I talked with my 85 year old father today.  He said something like “So you’re looking forward to coming home, because I miss you and many other people miss you too…”  My immediate thought was no, I’m not looking forward to coming home.  My ‘home’ is a miserable place, a job in which I am devalued and constantly on edge, never knowing whether I’ll have work for the next semester, no chance of achieving an ongoing position.  Children who I adore but I cannot continue to be their all when living a life of discontent.  A complete lack of ‘community’, where I sit at home on my own and wallow in my misery.  A lack of meaning and feeling as if I am contributing to the world.  Here I feel as if I am on my way to contributing.  To helping others achieve, to inspire, to educate, to share my knowledge and be a part of improving the lives of others.  I don’t want to go home.

Is this selfish?  Am I only thinking of myself?  Or does a meaningful life actually matter?  It seems to matter to me.  I have worked hard for a long time to develop the skills that I want to share with others.  I have tried to do that in my ‘home’ context, in working with students in Australian universities to inspire, to provoke, to work towards a better future for their students and the world.  Sometimes this feels like an achievement, as if I’ve made a difference.  And then I get my student evaluations, I get rejected for ongoing positions, I feel like I’m not inspiring, or achieving, or doing anything of any value to anyone.  I feel like a failure, with nothing to offer.

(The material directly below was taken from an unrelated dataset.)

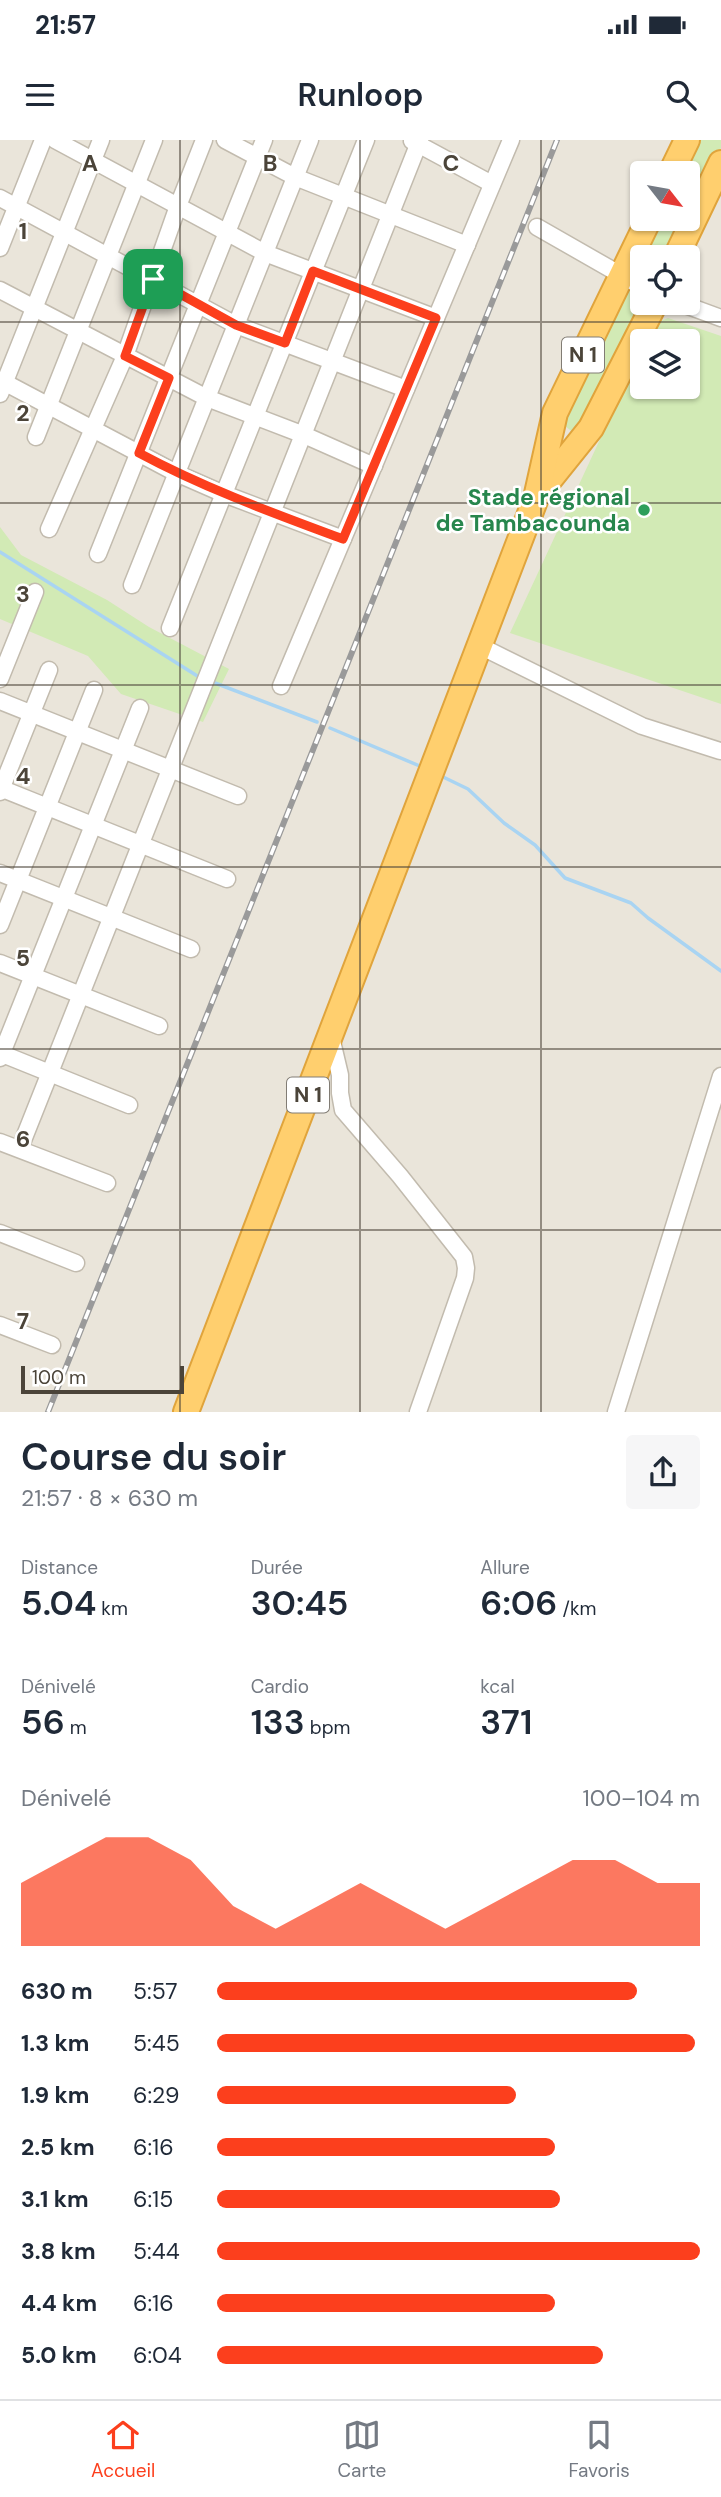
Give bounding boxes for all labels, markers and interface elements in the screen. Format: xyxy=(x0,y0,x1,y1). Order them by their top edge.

God I hate that feeling, but it’s real, and it hurts.

So I leave Australia, I work here as a volunteer, supported by the Australian government.  I feel as if I have some purpose to what I’m doing.  I feel as if people appreciate what I’m doing.  People seem to acknowledge and recognise that what I’m doing is selfless – this is not for me.  I have knowledge and ability and I can share it unselfishly – I simply need enough money to live, and beyond that, I will give what I can.

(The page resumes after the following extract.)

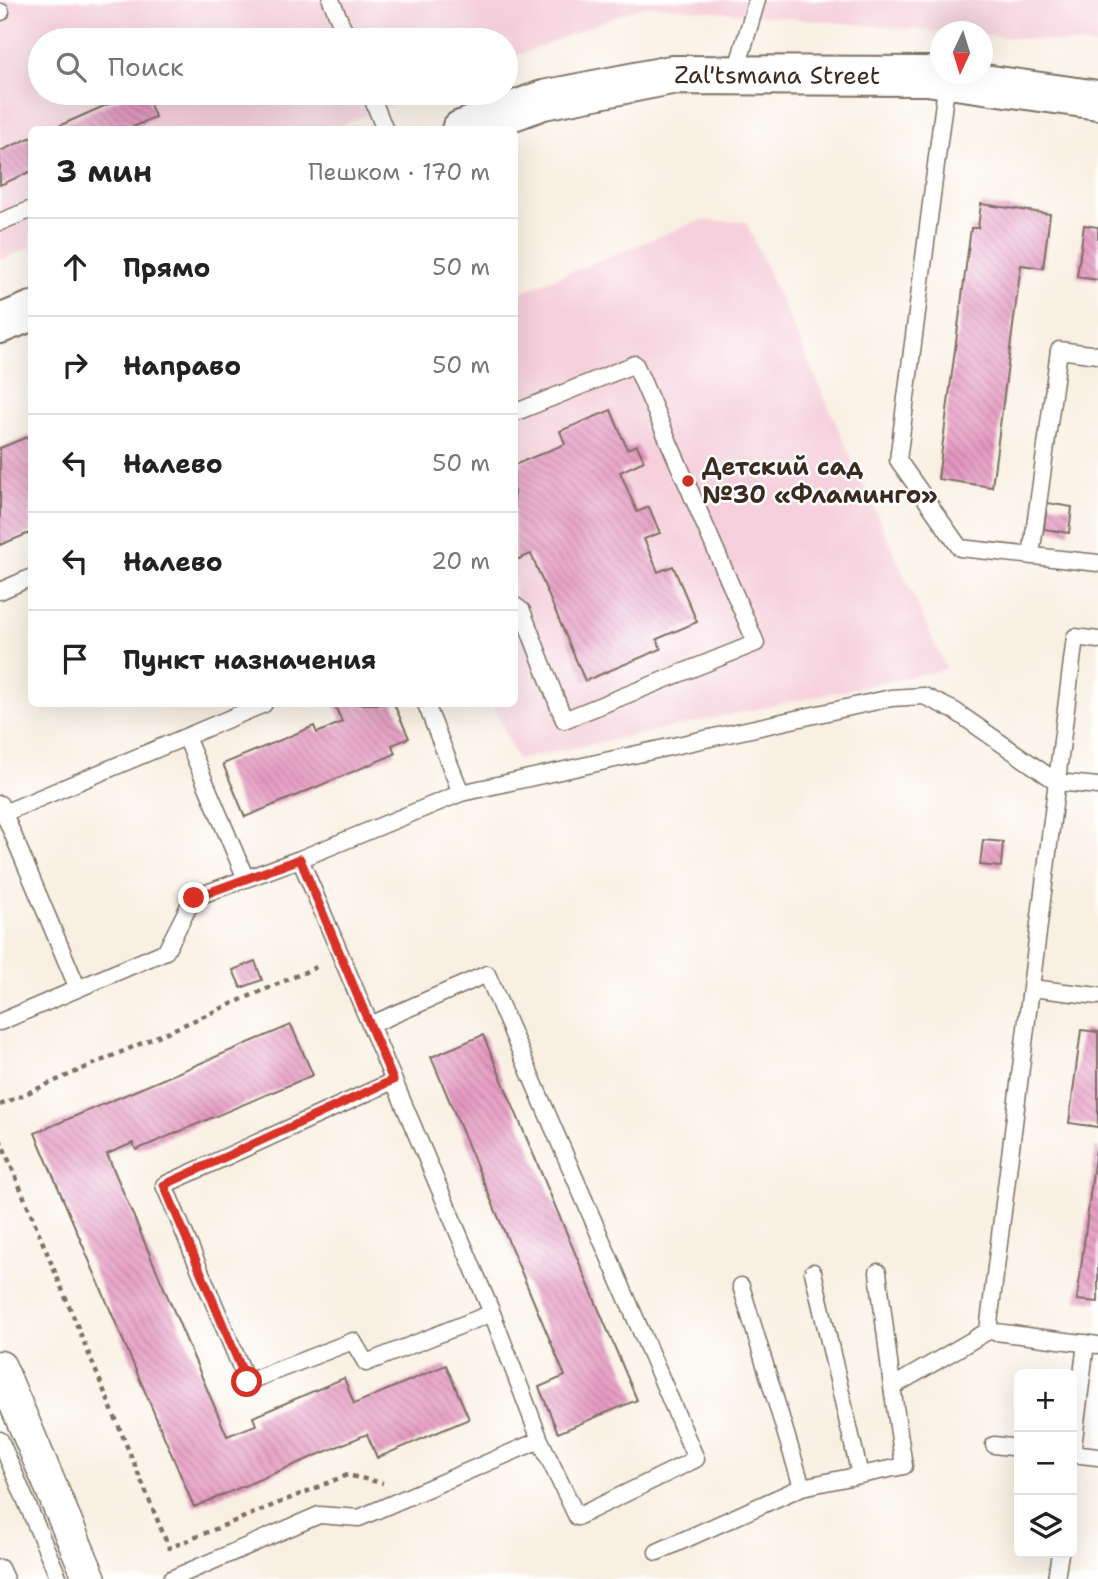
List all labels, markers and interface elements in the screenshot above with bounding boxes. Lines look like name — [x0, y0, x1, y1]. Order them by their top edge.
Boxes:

This is the dilemma I find myself in.

Addendum:  a year later, another volunteer position in a different country…

The dilemma is still with me.  Again I find myself in a position that feels right – in a position that welcomes me and my skills, where I feel I can make a difference, where I am challenged every day.  As I leave home, my father hugs me and every time it feels like the last goodbye.  My children hug me as I farewell them, and I assure myself that my discontent presence is more damaging than my content distance – that technology provides a channel for more communication than would be possible with my presence.

I was asked by a friend why I didn’t look for the same work in my own country – out of respect for being a closer part of my kids’ lives, and (presumably) to work for the betterment of my own country rather than overseas.  It is difficult to articulate why I do not have any desire to work in my own country, but I think I have expressed this in many ways over many years.

Professionally, there are people who have training and experience in my profession who can certainly do these (local) jobs and who I would have to compete with based on questionable measures of competence.  I am tired of battling to prove myself, to present myself in an ‘acceptable’ manner, to write and to speak in a way that is not true to myself and has nothing to do with what I want to accomplish and how I want to work with others.  Or how I can draw on a life-time of experience that doesn’t ‘fit’ in my ‘3 page max CV’ and certainly isn’t mentioned in job interviews.

For a long time I have just wanted to work at my best, to meet challenges head on and to use my ‘big picture’ thinking to work on immediate issues … I don’t have as much energy as I did 20+ years ago when I started on the desperate journey through academia so I’d rather put the energy and passion into the work I have, than into getting my foot in the doors that remain closed to me.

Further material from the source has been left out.